Dune è il nome con cui i Fremen chiamano il pianeta Arrakis, uno sconfinato deserto popolato da enormi vermi sotterranei. La popolazione nomade dei Fremen è l’unica che grazie anche a delle tute ipertecnologiche riesce a sopravvivere alle alte temperature del deserto e a tutte le sue ostilità. Arrakis è l’unico pianeta di tutto l’universo in cui è possibile estrarre la Spezia, una sostanza preziosa.

L’Imperatore (Padiscià Shaddam IV di Casa Corrino) ha ordinato alla nobile e illuminata Casa Atreides di prendere il controllo della produzione di Spezia sul pianeta, dopo che per lunghissimo tempo tale compito aveva arricchito la bellicosa e spregiudicata casata rivale degli Harkonnen.
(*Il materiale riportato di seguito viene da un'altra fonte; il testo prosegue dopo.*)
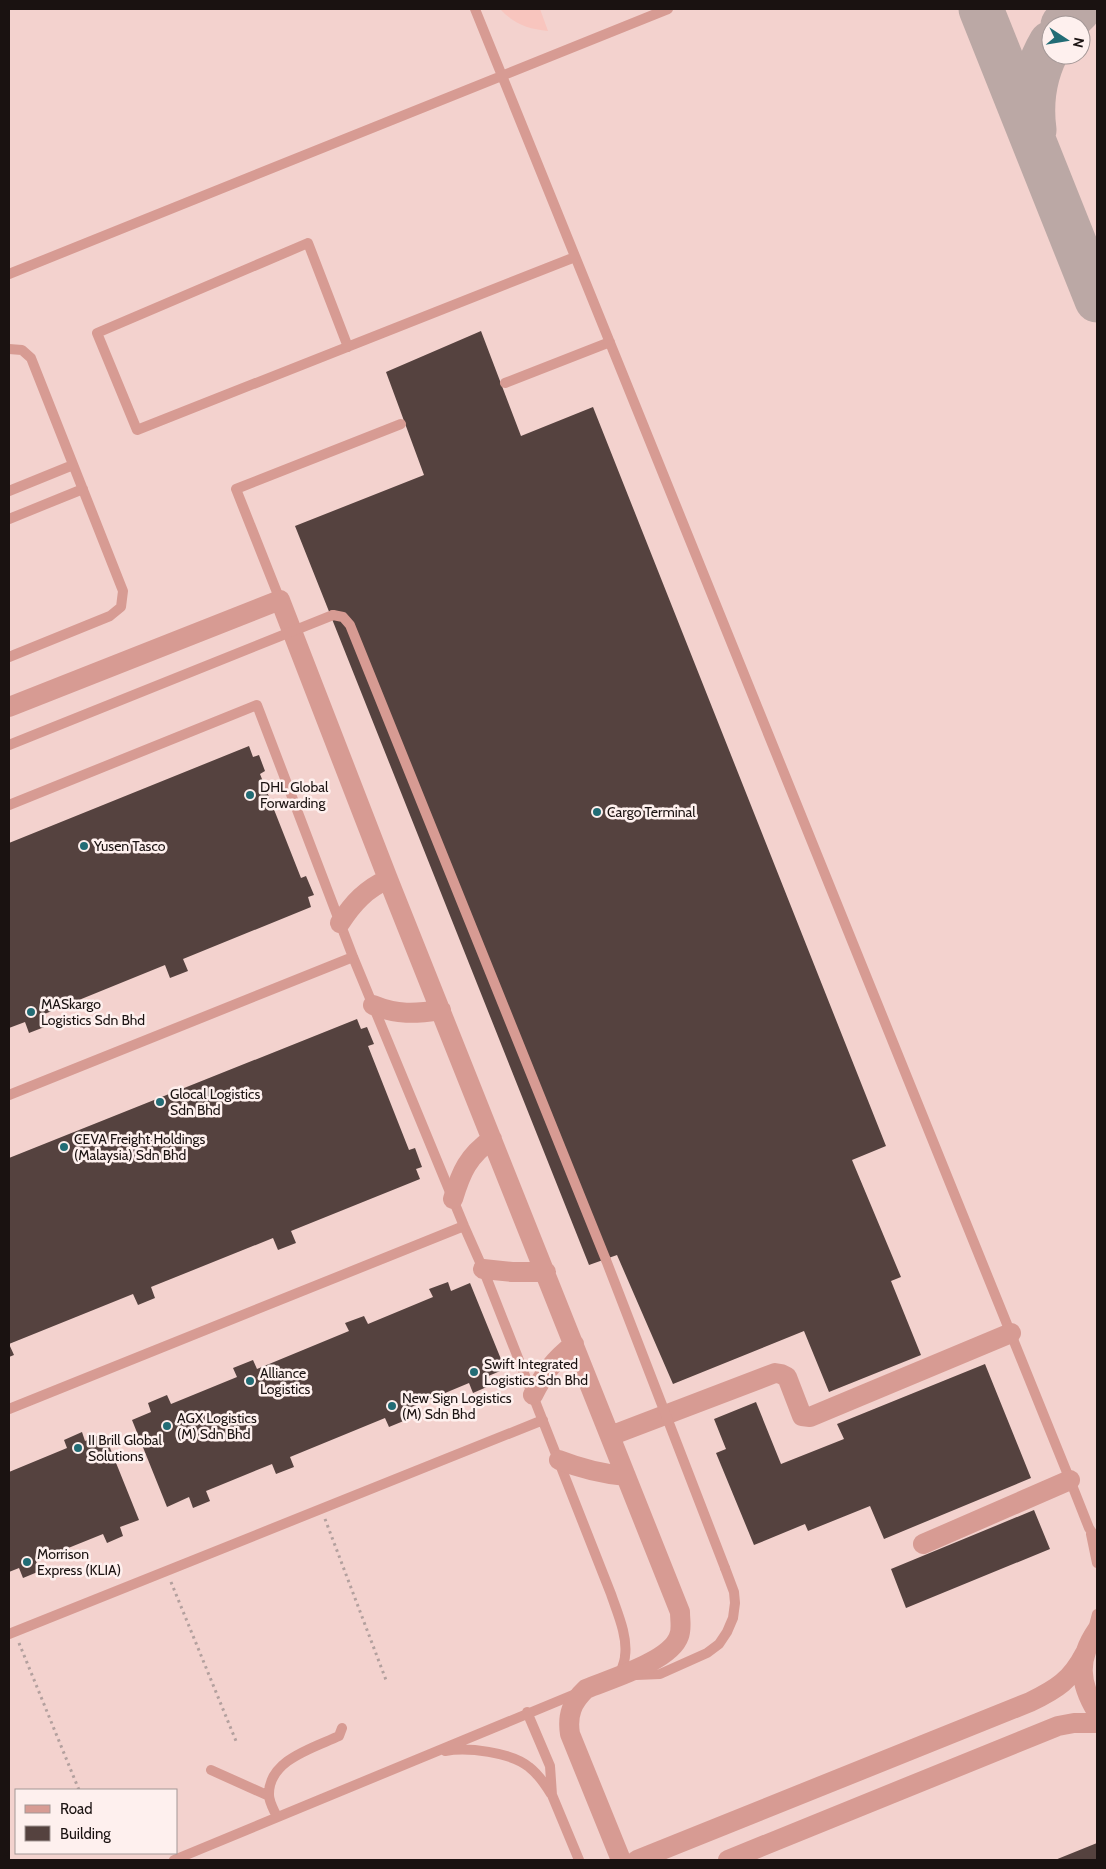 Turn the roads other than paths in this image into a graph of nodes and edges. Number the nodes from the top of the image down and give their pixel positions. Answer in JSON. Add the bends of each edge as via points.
{"nodes":[{"id":1,"x":475,"y":9,"type":"edge"},
{"id":2,"x":668,"y":9,"type":"edge"},
{"id":3,"x":502,"y":76,"type":"junction"},
{"id":4,"x":575,"y":257,"type":"junction"},
{"id":5,"x":9,"y":274,"type":"edge"},
{"id":6,"x":610,"y":342,"type":"junction"},
{"id":7,"x":348,"y":346,"type":"junction"},
{"id":8,"x":9,"y":349,"type":"edge"},
{"id":9,"x":505,"y":383,"type":"dead end"},
{"id":10,"x":402,"y":424,"type":"dead end"},
{"id":11,"x":73,"y":465,"type":"junction"},
{"id":12,"x":83,"y":489,"type":"junction"},
{"id":13,"x":9,"y":491,"type":"edge"},
{"id":14,"x":9,"y":519,"type":"edge"},
{"id":15,"x":280,"y":600,"type":"junction"},
{"id":16,"x":9,"y":657,"type":"edge"},
{"id":17,"x":9,"y":708,"type":"edge"},
{"id":18,"x":9,"y":745,"type":"edge"},
{"id":19,"x":9,"y":805,"type":"edge"},
{"id":20,"x":388,"y":879,"type":"junction"},
{"id":21,"x":340,"y":923,"type":"junction"},
{"id":22,"x":353,"y":957,"type":"junction"},
{"id":23,"x":373,"y":1005,"type":"junction"},
{"id":24,"x":441,"y":1010,"type":"junction"},
{"id":25,"x":9,"y":1096,"type":"edge"},
{"id":26,"x":492,"y":1139,"type":"junction"},
{"id":27,"x":453,"y":1199,"type":"junction"},
{"id":28,"x":464,"y":1226,"type":"junction"},
{"id":29,"x":483,"y":1269,"type":"junction"},
{"id":30,"x":546,"y":1272,"type":"junction"},
{"id":31,"x":1011,"y":1333,"type":"junction"},
{"id":32,"x":574,"y":1344,"type":"junction"},
{"id":33,"x":533,"y":1395,"type":"junction"},
{"id":34,"x":9,"y":1409,"type":"edge"},
{"id":35,"x":543,"y":1420,"type":"junction"},
{"id":36,"x":610,"y":1436,"type":"junction"},
{"id":37,"x":559,"y":1460,"type":"junction"},
{"id":38,"x":626,"y":1476,"type":"junction"},
{"id":39,"x":1070,"y":1480,"type":"junction"},
{"id":40,"x":1090,"y":1528,"type":"junction"},
{"id":41,"x":1097,"y":1540,"type":"edge"},
{"id":42,"x":923,"y":1544,"type":"dead end"},
{"id":43,"x":1097,"y":1563,"type":"edge"},
{"id":44,"x":1097,"y":1614,"type":"edge"},
{"id":45,"x":12,"y":1633,"type":"edge"},
{"id":46,"x":1091,"y":1641,"type":"edge"},
{"id":47,"x":620,"y":1675,"type":"junction"},
{"id":48,"x":586,"y":1689,"type":"junction"},
{"id":49,"x":528,"y":1712,"type":"junction"},
{"id":50,"x":1097,"y":1712,"type":"edge"},
{"id":51,"x":1097,"y":1723,"type":"edge"},
{"id":52,"x":342,"y":1728,"type":"dead end"},
{"id":53,"x":429,"y":1754,"type":"junction"},
{"id":54,"x":211,"y":1770,"type":"dead end"},
{"id":55,"x":552,"y":1795,"type":"junction"},
{"id":56,"x":269,"y":1796,"type":"junction"},
{"id":57,"x":277,"y":1817,"type":"junction"},
{"id":58,"x":645,"y":1857,"type":"edge"},
{"id":59,"x":174,"y":1860,"type":"edge"},
{"id":60,"x":579,"y":1860,"type":"edge"},
{"id":61,"x":621,"y":1860,"type":"edge"},
{"id":62,"x":728,"y":1860,"type":"edge"}],
"edges":[{"from":1,"to":3,"type":"lane"},
{"from":2,"to":3,"type":"lane"},
{"from":3,"to":4,"type":"lane"},
{"from":3,"to":5,"type":"lane"},
{"from":4,"to":6,"type":"lane"},
{"from":4,"to":7,"type":"lane"},
{"from":6,"to":9,"type":"lane"},
{"from":6,"to":31,"type":"lane"},
{"from":7,"to":7,"type":"lane","via":[[137,430],[97,333],[308,243]]},
{"from":8,"to":11,"type":"lane","via":[[22,350],[31,358]]},
{"from":10,"to":15,"type":"lane","via":[[236,489]]},
{"from":11,"to":12,"type":"lane"},
{"from":11,"to":13,"type":"lane"},
{"from":12,"to":14,"type":"lane"},
{"from":12,"to":16,"type":"lane","via":[[123,591],[121,607],[110,616]]},
{"from":15,"to":17,"type":"street"},
{"from":15,"to":20,"type":"street"},
{"from":18,"to":47,"type":"lane","bridge":true,"via":[[333,616],[343,617],[350,625],[606,1260],[734,1592],[733,1618],[727,1632],[707,1653],[660,1674]]},
{"from":19,"to":21,"type":"lane","via":[[257,705]]},
{"from":20,"to":21,"type":"street","via":[[360,897]]},
{"from":20,"to":24,"type":"street"},
{"from":21,"to":22,"type":"lane"},
{"from":22,"to":23,"type":"lane"},
{"from":22,"to":25,"type":"lane"},
{"from":23,"to":24,"type":"street","via":[[390,1012],[409,1014]]},
{"from":23,"to":27,"type":"lane"},
{"from":24,"to":26,"type":"street"},
{"from":26,"to":27,"type":"street","via":[[467,1162]]},
{"from":26,"to":30,"type":"street"},
{"from":27,"to":28,"type":"lane"},
{"from":28,"to":29,"type":"lane"},
{"from":28,"to":34,"type":"lane"},
{"from":29,"to":30,"type":"street"},
{"from":29,"to":33,"type":"lane"},
{"from":30,"to":32,"type":"street"},
{"from":31,"to":36,"type":"street","via":[[810,1417],[802,1416],[787,1377],[775,1373]]},
{"from":31,"to":39,"type":"lane"},
{"from":32,"to":33,"type":"street","via":[[544,1374]]},
{"from":32,"to":36,"type":"street"},
{"from":33,"to":35,"type":"lane"},
{"from":35,"to":37,"type":"lane"},
{"from":35,"to":45,"type":"lane"},
{"from":36,"to":38,"type":"street"},
{"from":37,"to":38,"type":"street","via":[[584,1470]]},
{"from":37,"to":47,"type":"lane","via":[[621,1625],[626,1657]]},
{"from":38,"to":47,"type":"street","via":[[680,1612],[679,1636],[674,1645],[652,1662]]},
{"from":39,"to":40,"type":"lane"},
{"from":39,"to":42,"type":"street"},
{"from":40,"to":41,"type":"lane"},
{"from":40,"to":43,"type":"lane"},
{"from":44,"to":46,"type":"lane"},
{"from":46,"to":50,"type":"street","via":[[1082,1674],[1087,1696]]},
{"from":46,"to":58,"type":"street","via":[[1076,1669],[1064,1683],[1030,1702]]},
{"from":47,"to":48,"type":"street"},
{"from":48,"to":49,"type":"lane"},
{"from":48,"to":61,"type":"street","via":[[571,1709],[570,1734]]},
{"from":49,"to":53,"type":"lane"},
{"from":49,"to":55,"type":"lane","via":[[550,1766]]},
{"from":51,"to":62,"type":"street","via":[[1058,1726]]},
{"from":52,"to":56,"type":"lane","via":[[339,1736],[284,1762],[271,1781]]},
{"from":53,"to":55,"type":"lane","via":[[462,1749],[511,1758],[528,1766]]},
{"from":53,"to":57,"type":"lane"},
{"from":54,"to":56,"type":"lane"},
{"from":55,"to":60,"type":"lane"},
{"from":56,"to":57,"type":"lane"},
{"from":57,"to":59,"type":"lane"}]}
Quando gli Atreides si insedieranno sul pianeta Arrakis, gli Harkonnen si prepareranno alla guerra. I sogni premonitori del giovane erede della casata Atreides sembreranno però indicare la via per cambiamenti epocali. Villeneuve ci lascia attaccati ai sogni Paul Atreides interpretato dallo straordinario di Timothée Chalamet.

Dune – La recensione

Dune è una incredibile opera cinematografica profonda e allo stesso tempo corale recuperando la poetica fantascientifica di Herbert.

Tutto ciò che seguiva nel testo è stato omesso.